En una ciudad del norte de España
31 de agosto de 2009
Gregorio Salcedo trabajaba en una fábrica química situada en el extrarradio de la ciudad. El horario de su jornada laboral variaba en función del relevo a cuya disciplina debía ajustarse, y en aquellos días le correspondía incorporarse a las seis de la mañana, razón por la cual una hora y media antes se levantaba y, tras abrir los ojos con una taza de café, se demoraba lo estrictamente necesario para asearse.
Antes de salir a la calle, miró por la ventana. Llovía torrencialmente y una neblina algodonosa salía del río embadurnando las calles con su hálito frío, a pesar de ser aún verano.
Gregorio abandonó el amparo de su portal, en la calle Juan XXIII, para dirigirse hacia el aparcamiento gratuito, situado a menos de un kilómetro de distancia, en el que solía aparcar su vehículo. Cobijado bajo su paraguas, maldijo aquel temporal.
Poco después atravesó una amplia plaza y enfiló hacia el callejón por el que solía acortar su recorrido hasta el aparcamiento. En realidad, era un pasaje que se abría bajo un edificio y que apenas tenía treinta metros de largo. Los números 42 y 44 de la calle José María Pereda encontraban allí acomodo. A pesar de que durante el día nada había en aquel callejón que provocara recelo, a las cinco y media de la madrugada de aquella tormentosa jornada a Gregorio el acceso se le antojó siniestro. La tormenta había provocado un apagón en la zona que oscurecía el pasaje, y Gregorio se estremeció. Un rayo dejó una cicatriz violenta sobre el telón de nubes negras y, cuando sus pasos al fin lo pusieron bajo la cubierta protectora del pasaje, un feroz trueno pareció zarandear los cimientos de la ciudad.
Al pasar a la altura de los dos portales, situados frente a frente, miró hacia la izquierda y entonces fue cuando la vio.
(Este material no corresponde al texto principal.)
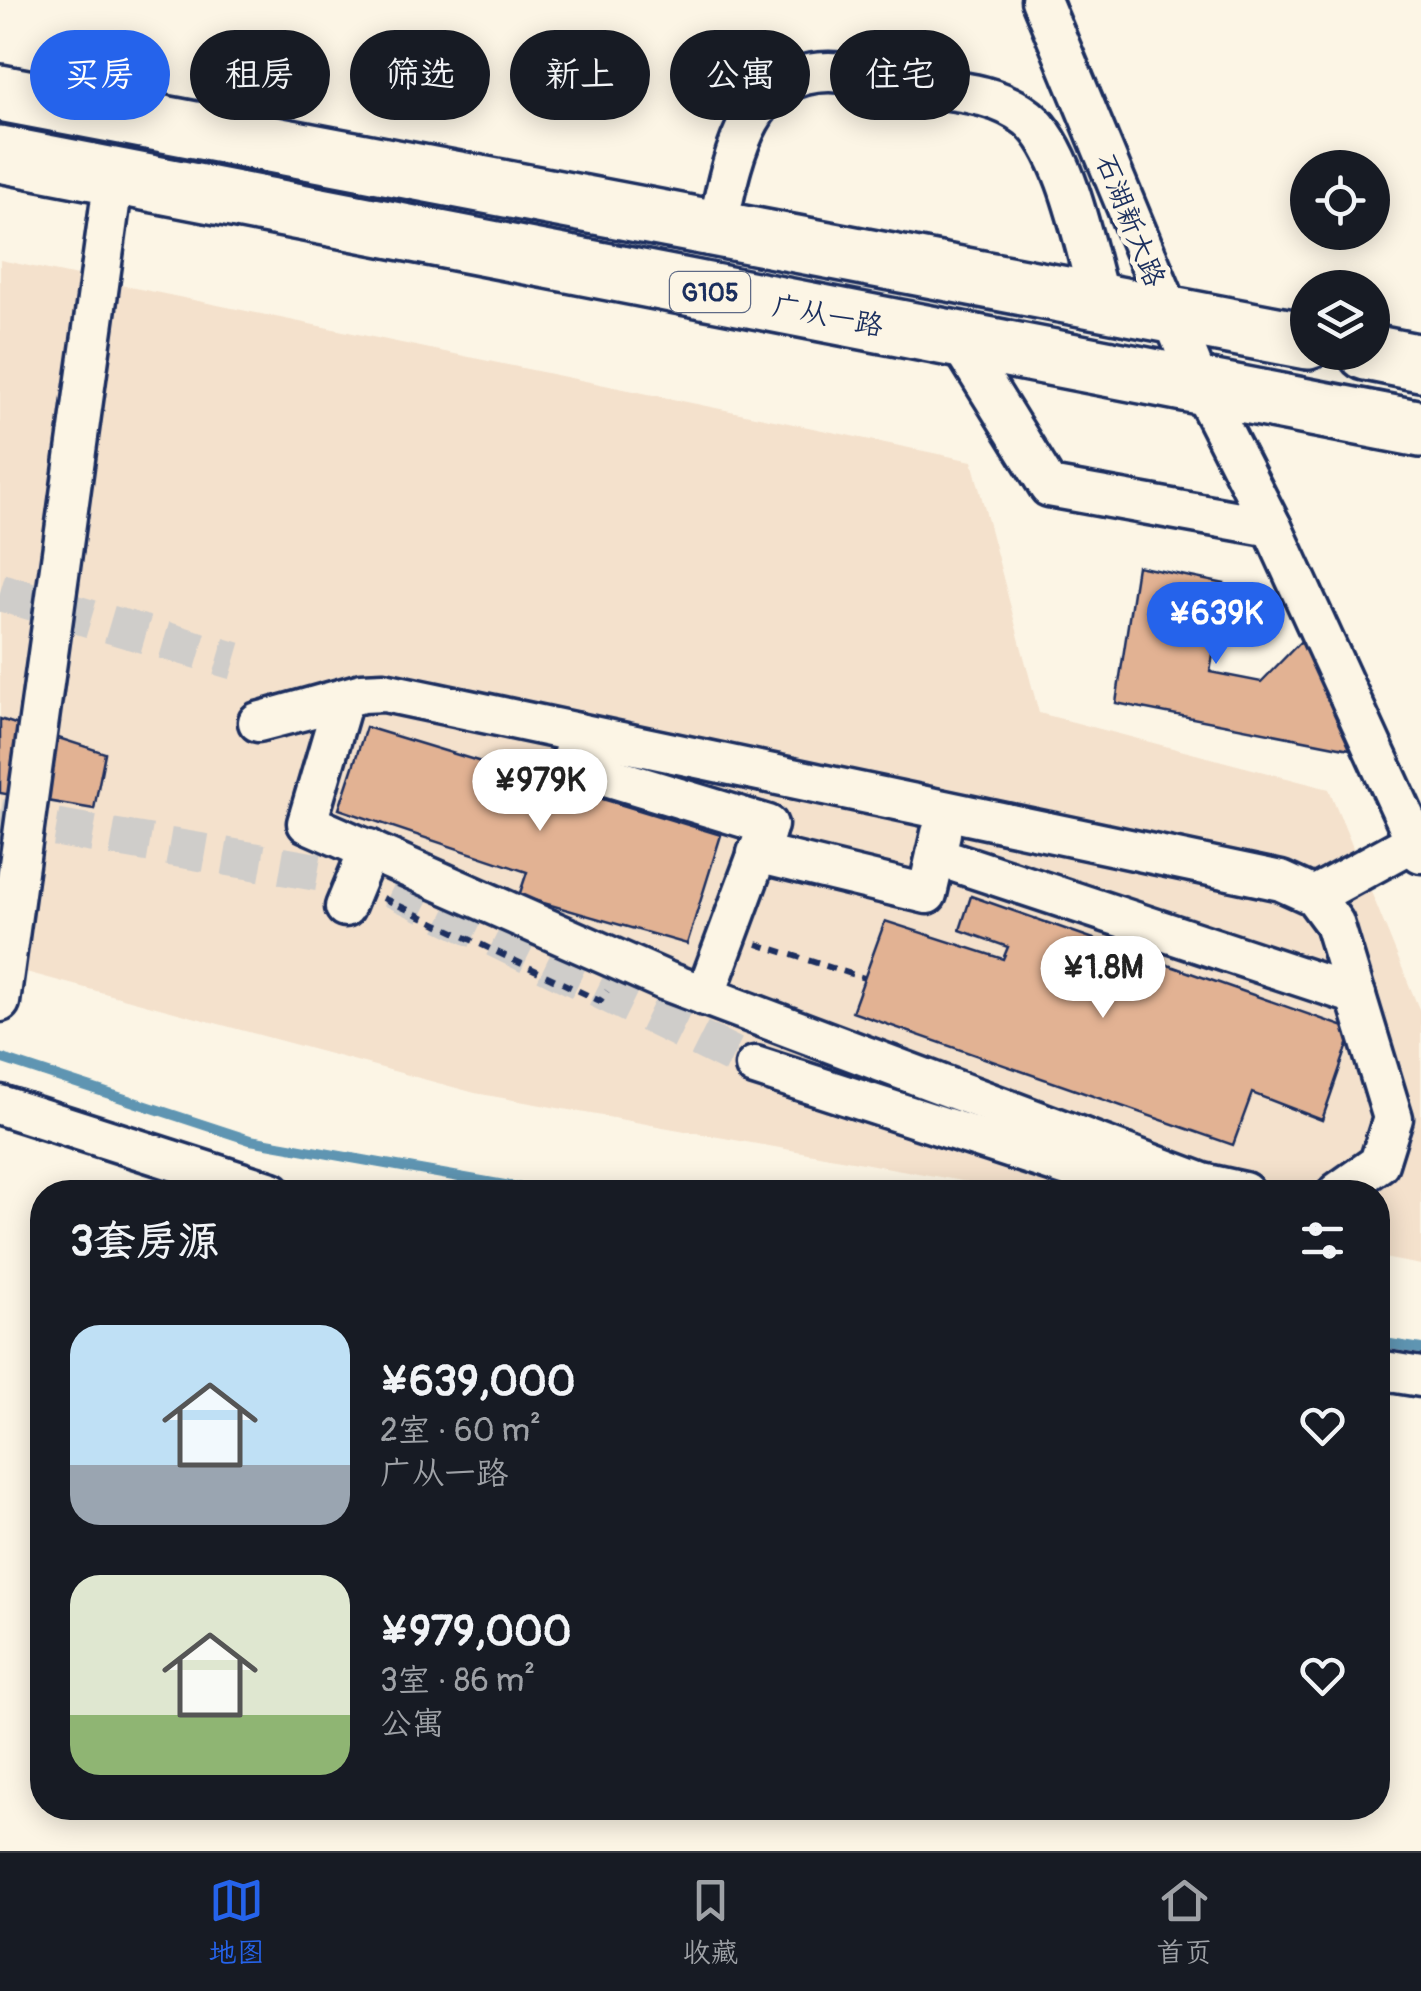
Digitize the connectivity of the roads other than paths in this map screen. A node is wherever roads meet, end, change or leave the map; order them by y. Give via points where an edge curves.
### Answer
1 (1041, 0) edge
2 (0, 93) edge
3 (0, 154) edge
4 (114, 176) junction
5 (717, 230) junction
6 (1100, 301) junction
7 (1170, 315) junction
8 (1290, 338) edge
9 (958, 340) junction
10 (1390, 357) edge
11 (1421, 363) edge
12 (1200, 385) junction
13 (1421, 429) edge
14 (1272, 527) junction
15 (578, 733) junction
16 (785, 777) junction
17 (946, 810) junction
18 (762, 839) junction
19 (1418, 847) edge
20 (369, 849) junction
21 (936, 856) junction
22 (1314, 896) junction
23 (344, 907) dead end
24 (1356, 994) junction
25 (705, 996) junction
26 (0, 1002) edge
27 (755, 1066) tunnel mouth
28 (0, 1104) edge
29 (1407, 1122) edge
30 (235, 1180) edge
31 (1105, 1180) edge
32 (1176, 1180) edge
33 (1355, 1180) edge
34 (1390, 1372) edge
35 (1421, 1378) edge

1 - 7 street, 石湖新大路
2 - 5 highway, G105
3 - 4 highway, 广从一路 / G105
4 - 9 highway, 广从一路 / G105
4 - 26 street
5 - 6 highway, G105
5 - 6 street via 735,149 751,114 790,79 828,72 993,98 1029,119 1053,149
6 - 7 highway, G105
7 - 8 highway, G105
7 - 12 street, 石湖新大路
9 - 12 highway, 广从一路 / G105
9 - 14 street via 1049,488
10 - 11 highway
12 - 13 highway, 广从一路 / G105
12 - 14 street, 石湖新大路
14 - 19 street, 石湖新大路
15 - 16 street
15 - 18 street via 570,765
15 - 20 street via 384,692 362,693 258,722 343,700 307,823
16 - 17 street
16 - 18 street
17 - 21 street
17 - 22 street via 1281,881
18 - 21 street via 927,894
18 - 25 street
19 - 22 street
20 - 23 street
20 - 25 street
21 - 24 street
22 - 24 street via 1334,923
24 - 29 street
25 - 32 street
27 - 31 street
28 - 30 street
29 - 33 street via 1379,1163
34 - 35 street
Junto al portal del número 42, a un par de metros de donde Gregorio se encontraba, estaba el cadáver de una mujer. Se trataba de una mujer mulata, joven, cuyos ojos sin vida se abrían enormemente mirando hacia su derecha, al este. Aquella mirada vidriosa paralizó a Gregorio. Su cerebro comenzó a procesar por su cuenta la información que sus ojos le proporcionaban y se descubrió elucubrando sobre cosas tan absurdas como lo irónico que resultaba que aquella desdichada mirara hacia donde el sol saldría, cuando en realidad ya no lo volvería a ver.
Parecía evidente que estaba muerta, no obstante, se acercó un poco más y sintió aún algo de calor en los brazos de la desconocida. Dos terribles heridas recorrían en paralelo la garganta de la mujer. Las palmas de ambas manos estaban abiertas y hacia arriba. A su lado había un sombrero de paja recubierto de terciopelo negro que a Gregorio le pareció absolutamente fuera de lugar. Las piernas de aquella infeliz estaban ligeramente separadas y le habían levantado la falda vaquera que lucía.
A pesar de la náusea que le provocaba la imagen de aquella mujer, que parecía un pelele en el que nunca hubiera anidado vida alguna, un extraño hechizo parecía haberse apoderado de Gregorio, que se sentía incapaz de apartar la vista de aquella escena. Su mirada recorrió el cuerpo tendido en el suelo y se detuvo horrorizada al comprobar que los intestinos de la difunta asomaban por entre los labios de una herida salvaje que había en el abdomen, como si pretendieran ver la primera luz de una mañana que su dueña no vería jamás.
El estómago de Gregorio se amotinó, y vomitó el desayuno y parte de la cena. Aún temblando, sus manos consiguieron dar con el teléfono móvil que guardaba en el chaquetón y marcar el número de la policía.